Mi rendo conto che per chi deve radunare spettatori televisivi ad ascoltare la politica e per chi deve vendere copie di giornali, si annunciano tempi terribilmente grami. Per i talk-show sul piccolo schermo la caduta del berlusconismo è una sciagura non inferiore a quella di un terremoto. Vengono a mancare personaggi che erano meglio dei comici, spunti da grandi sceneggiatori cinematografici, frizzi e lazzi che menneno Totò. Il premier Mario Monti ha annunciato che i suoi ministri sul piccolo schermo non ci metteranno piede, come credo avvenga in tutti i paesi civili. Non si faranno vedere, e noi speriamo ardentemenete che sia così. E se vengono a mancare i ministri figuratevi i leaderini, i peones, le macchiette della nostra politica Stando a quanto era richiesto in alcune trasmissiobni sia radiofoniche che televisive, Scilipoti era divenuto una star. E Italo Bocchino, allora? In tutta la sua vita Walter Chiari non ha fatto le ore di presenza televisiva che Bocchino ha fatto negli ultimi mesi del nostro palinsesto televisivo. Aprivi a qualsiasi ora, e lui era lì, il più delle volte innanzi a una Lilli Gruber che fingveva di pendere dalle sue parole, la boccuccia arrotondata nel pronunciare il nulla. Non che Bocchino fosse peggio degli altri, più nulla degli altri. Anzi, credo che sia simpatico e difatti piace alle donne. Il punto non è questo, non è la simpatia. Che con la politica non c'entra nulla. Tanto per dirne uno, Charles de Gaulle non era affatto simpatico.

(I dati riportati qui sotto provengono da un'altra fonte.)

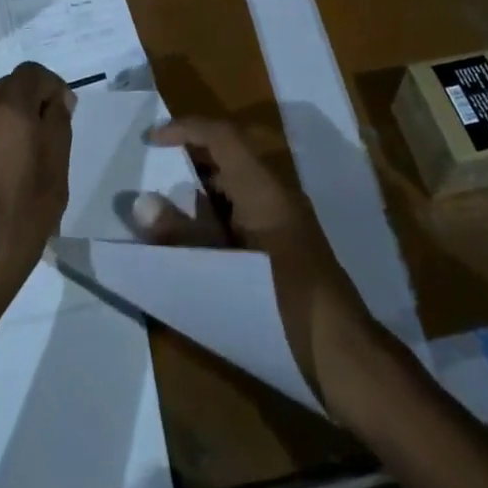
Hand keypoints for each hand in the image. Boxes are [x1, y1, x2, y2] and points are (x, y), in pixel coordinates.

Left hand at [0, 61, 75, 338]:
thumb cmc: (12, 234)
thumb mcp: (54, 183)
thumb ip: (58, 131)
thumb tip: (58, 102)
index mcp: (5, 112)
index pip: (32, 72)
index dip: (51, 87)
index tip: (62, 114)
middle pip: (3, 90)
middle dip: (25, 106)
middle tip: (41, 142)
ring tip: (12, 170)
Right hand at [131, 118, 380, 413]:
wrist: (344, 358)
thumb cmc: (282, 310)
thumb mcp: (222, 276)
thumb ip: (182, 237)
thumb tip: (143, 201)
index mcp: (264, 190)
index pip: (223, 136)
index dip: (186, 129)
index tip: (151, 139)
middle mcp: (277, 195)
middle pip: (231, 156)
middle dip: (191, 157)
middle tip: (152, 172)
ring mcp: (286, 221)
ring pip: (239, 186)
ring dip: (203, 189)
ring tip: (164, 208)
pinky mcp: (287, 246)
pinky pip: (246, 212)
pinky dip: (218, 215)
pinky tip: (196, 244)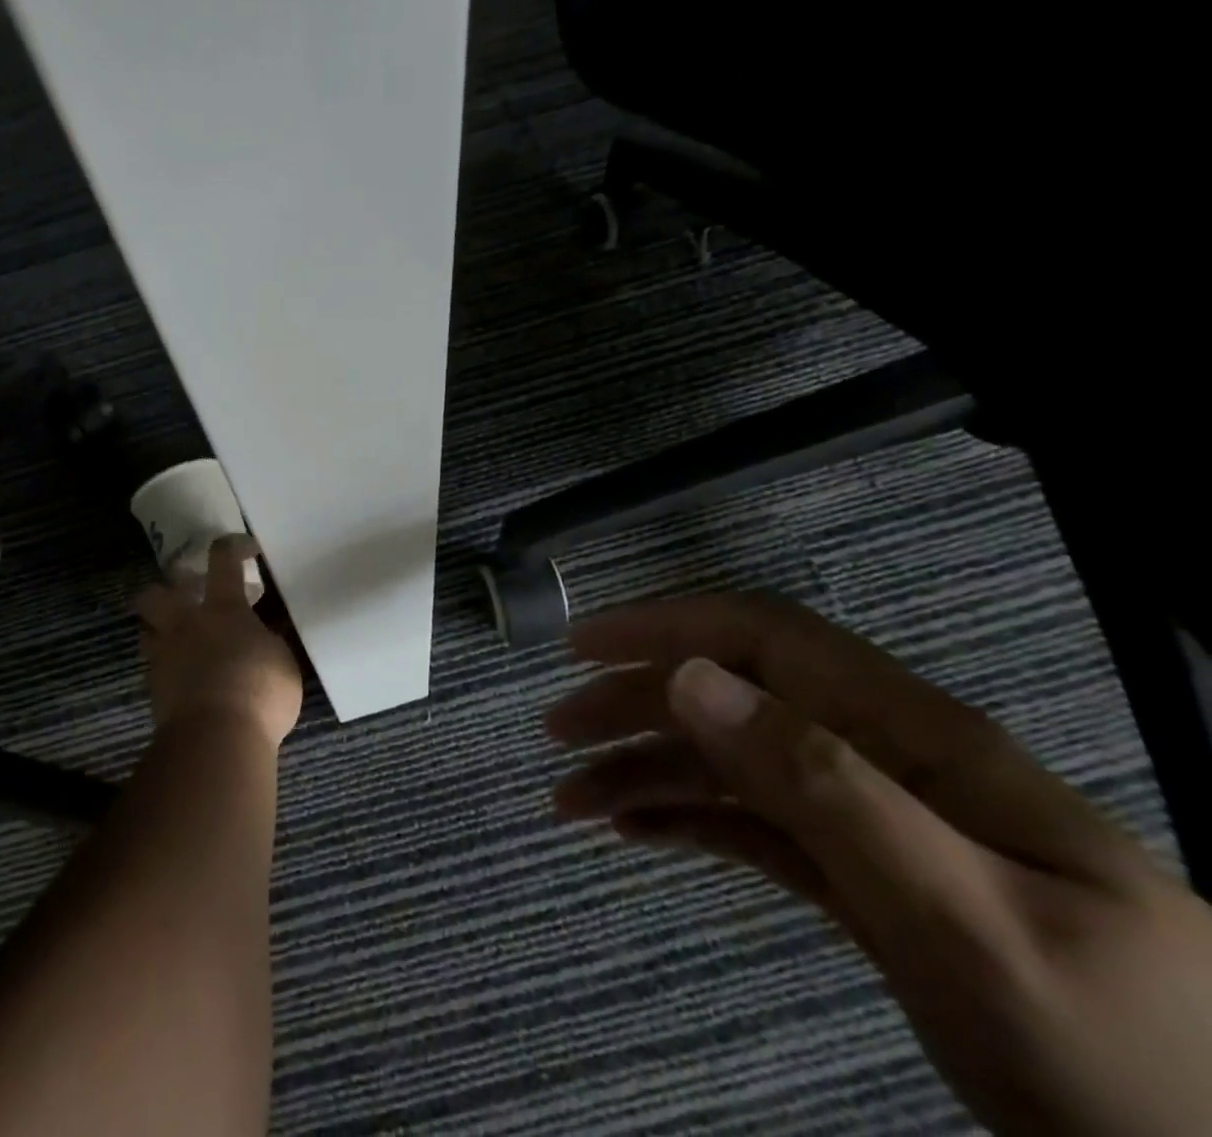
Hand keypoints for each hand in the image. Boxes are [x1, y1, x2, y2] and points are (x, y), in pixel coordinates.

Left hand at [136, 536, 301, 750]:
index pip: (223, 560)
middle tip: (186, 598)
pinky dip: (166, 667)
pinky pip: (153, 667)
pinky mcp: (154, 689)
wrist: (216, 738)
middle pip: (157, 593)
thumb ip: (270, 641)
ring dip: (159, 629)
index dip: (232, 547)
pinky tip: (184, 679)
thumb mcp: (283, 661)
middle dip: (166, 590)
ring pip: (146, 629)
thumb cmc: (259, 691)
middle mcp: (186, 624)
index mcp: (223, 609)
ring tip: (179, 641)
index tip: (245, 548)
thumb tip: (264, 634)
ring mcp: (164, 656)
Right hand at [545, 593, 1211, 1136]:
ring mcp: (870, 814)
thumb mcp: (964, 916)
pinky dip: (686, 819)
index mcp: (908, 733)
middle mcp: (878, 755)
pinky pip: (753, 824)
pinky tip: (634, 831)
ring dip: (646, 767)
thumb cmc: (1116, 1045)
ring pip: (731, 761)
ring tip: (572, 800)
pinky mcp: (863, 872)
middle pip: (730, 697)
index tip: (580, 647)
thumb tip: (691, 680)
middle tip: (556, 735)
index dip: (664, 627)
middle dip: (634, 703)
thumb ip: (822, 784)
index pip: (761, 637)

Il punto è che la nostra politica essendosi ridotta al nulla quanto al fare e al decidere, s'era trasformata in intrattenimento, in spettacolo. I sostenitori dell'una o dell'altra fazione che duellavano all'ultimo ringhio. Può non essre epocale un eventuale scontro tra Rosy Bindi e Daniela Santanché? Certo che no. E finché la Santanché non s'è suicidata con le sue mani gridando in prima serata a Vittorio Zucconi che era "un trombone comunista". Semplicemente perché lei non è mica tanto dotta, e non ha mai letto un articolo di Zucconi, giornalista eccellente e niente affatto comunista. Dopo quell'exploit Danilea l'hanno invitata di meno. Ma che importa d'aver deto una tale scemenza, importa lo spettacolo, lo sfracasso dei vetri rotti, che i giornali all'indomani si affannino a dare risalto all'uno o all'altro episodio del trash televisivo. E tanto più che in Italia viviamo non sappiamo bene se in un sogno o in una realtà , e non lo sappiamo affatto se quel politico o quel manager è davvero un farabutto o sono invece i titoli dei giornali che lo annunciano ad alta voce, salvo poi magari mettere in dieci righe che il farabutto è stato assolto. E se in politica non parliamo dell'uno o dell'altro farabutto e corrotto e magnaccione, di che parliamo?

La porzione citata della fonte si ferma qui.